# Collected data entries:
_ _ _ _
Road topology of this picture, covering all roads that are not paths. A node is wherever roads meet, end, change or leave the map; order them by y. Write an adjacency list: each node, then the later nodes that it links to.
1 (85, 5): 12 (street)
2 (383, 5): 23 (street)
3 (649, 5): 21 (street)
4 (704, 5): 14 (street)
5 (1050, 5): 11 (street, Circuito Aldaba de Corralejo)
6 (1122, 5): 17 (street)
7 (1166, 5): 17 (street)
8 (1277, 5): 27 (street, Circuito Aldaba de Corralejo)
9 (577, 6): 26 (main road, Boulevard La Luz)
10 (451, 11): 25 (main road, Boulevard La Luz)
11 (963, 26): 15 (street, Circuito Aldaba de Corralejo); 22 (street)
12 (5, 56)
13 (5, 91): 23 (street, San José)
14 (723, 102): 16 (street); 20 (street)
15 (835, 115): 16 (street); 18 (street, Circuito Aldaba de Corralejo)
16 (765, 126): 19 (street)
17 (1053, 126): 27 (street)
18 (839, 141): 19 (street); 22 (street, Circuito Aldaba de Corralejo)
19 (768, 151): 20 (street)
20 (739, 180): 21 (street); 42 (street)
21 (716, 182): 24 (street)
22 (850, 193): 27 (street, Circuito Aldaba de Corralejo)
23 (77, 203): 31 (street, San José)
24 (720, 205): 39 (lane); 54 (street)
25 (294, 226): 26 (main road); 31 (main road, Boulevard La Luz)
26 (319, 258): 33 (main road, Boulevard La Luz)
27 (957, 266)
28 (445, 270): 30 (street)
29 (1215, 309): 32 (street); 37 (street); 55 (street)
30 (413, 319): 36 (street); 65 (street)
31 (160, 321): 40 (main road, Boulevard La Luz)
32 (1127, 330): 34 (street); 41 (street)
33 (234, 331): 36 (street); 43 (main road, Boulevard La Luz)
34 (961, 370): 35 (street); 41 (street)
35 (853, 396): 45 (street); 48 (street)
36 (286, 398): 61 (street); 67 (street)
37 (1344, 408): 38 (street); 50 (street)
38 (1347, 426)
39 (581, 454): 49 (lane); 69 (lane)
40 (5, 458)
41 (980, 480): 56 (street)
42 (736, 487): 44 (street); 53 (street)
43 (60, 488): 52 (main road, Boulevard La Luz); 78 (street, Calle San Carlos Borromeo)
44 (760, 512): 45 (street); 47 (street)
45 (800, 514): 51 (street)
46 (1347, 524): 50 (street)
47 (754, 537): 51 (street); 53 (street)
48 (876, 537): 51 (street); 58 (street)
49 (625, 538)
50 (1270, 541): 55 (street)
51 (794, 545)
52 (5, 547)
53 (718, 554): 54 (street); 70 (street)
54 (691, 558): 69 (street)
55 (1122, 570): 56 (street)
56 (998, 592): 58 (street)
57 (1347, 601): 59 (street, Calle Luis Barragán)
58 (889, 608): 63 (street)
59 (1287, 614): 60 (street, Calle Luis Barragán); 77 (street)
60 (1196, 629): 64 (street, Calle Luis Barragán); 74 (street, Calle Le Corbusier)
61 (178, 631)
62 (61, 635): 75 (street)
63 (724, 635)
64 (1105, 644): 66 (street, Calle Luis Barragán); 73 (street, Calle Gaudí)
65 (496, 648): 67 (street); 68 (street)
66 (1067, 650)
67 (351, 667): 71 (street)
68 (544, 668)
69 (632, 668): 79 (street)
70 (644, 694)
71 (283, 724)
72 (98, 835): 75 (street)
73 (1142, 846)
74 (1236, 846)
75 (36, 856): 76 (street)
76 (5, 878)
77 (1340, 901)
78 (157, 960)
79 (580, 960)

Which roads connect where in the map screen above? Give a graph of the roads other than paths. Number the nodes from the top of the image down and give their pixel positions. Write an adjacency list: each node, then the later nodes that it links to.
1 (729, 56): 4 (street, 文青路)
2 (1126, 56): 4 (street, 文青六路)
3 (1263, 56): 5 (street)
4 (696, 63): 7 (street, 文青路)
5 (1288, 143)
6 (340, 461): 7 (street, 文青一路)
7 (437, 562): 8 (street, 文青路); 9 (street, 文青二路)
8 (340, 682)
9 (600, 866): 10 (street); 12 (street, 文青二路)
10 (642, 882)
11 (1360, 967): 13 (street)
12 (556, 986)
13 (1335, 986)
_ _ _ _
# YOUR ASSIGNMENT:
The lines to reproduce run from the one that contains "Which roads connect" through the last line above; copy them exactly.

# RESULT BELOW:
Which roads connect where in the map screen above? Give a graph of the roads other than paths. Number the nodes from the top of the image down and give their pixel positions. Write an adjacency list: each node, then the later nodes that it links to.
1 (729, 56): 4 (street, 文青路)
2 (1126, 56): 4 (street, 文青六路)
3 (1263, 56): 5 (street)
4 (696, 63): 7 (street, 文青路)
5 (1288, 143)
6 (340, 461): 7 (street, 文青一路)
7 (437, 562): 8 (street, 文青路); 9 (street, 文青二路)
8 (340, 682)
9 (600, 866): 10 (street); 12 (street, 文青二路)
10 (642, 882)
11 (1360, 967): 13 (street)
12 (556, 986)
13 (1335, 986)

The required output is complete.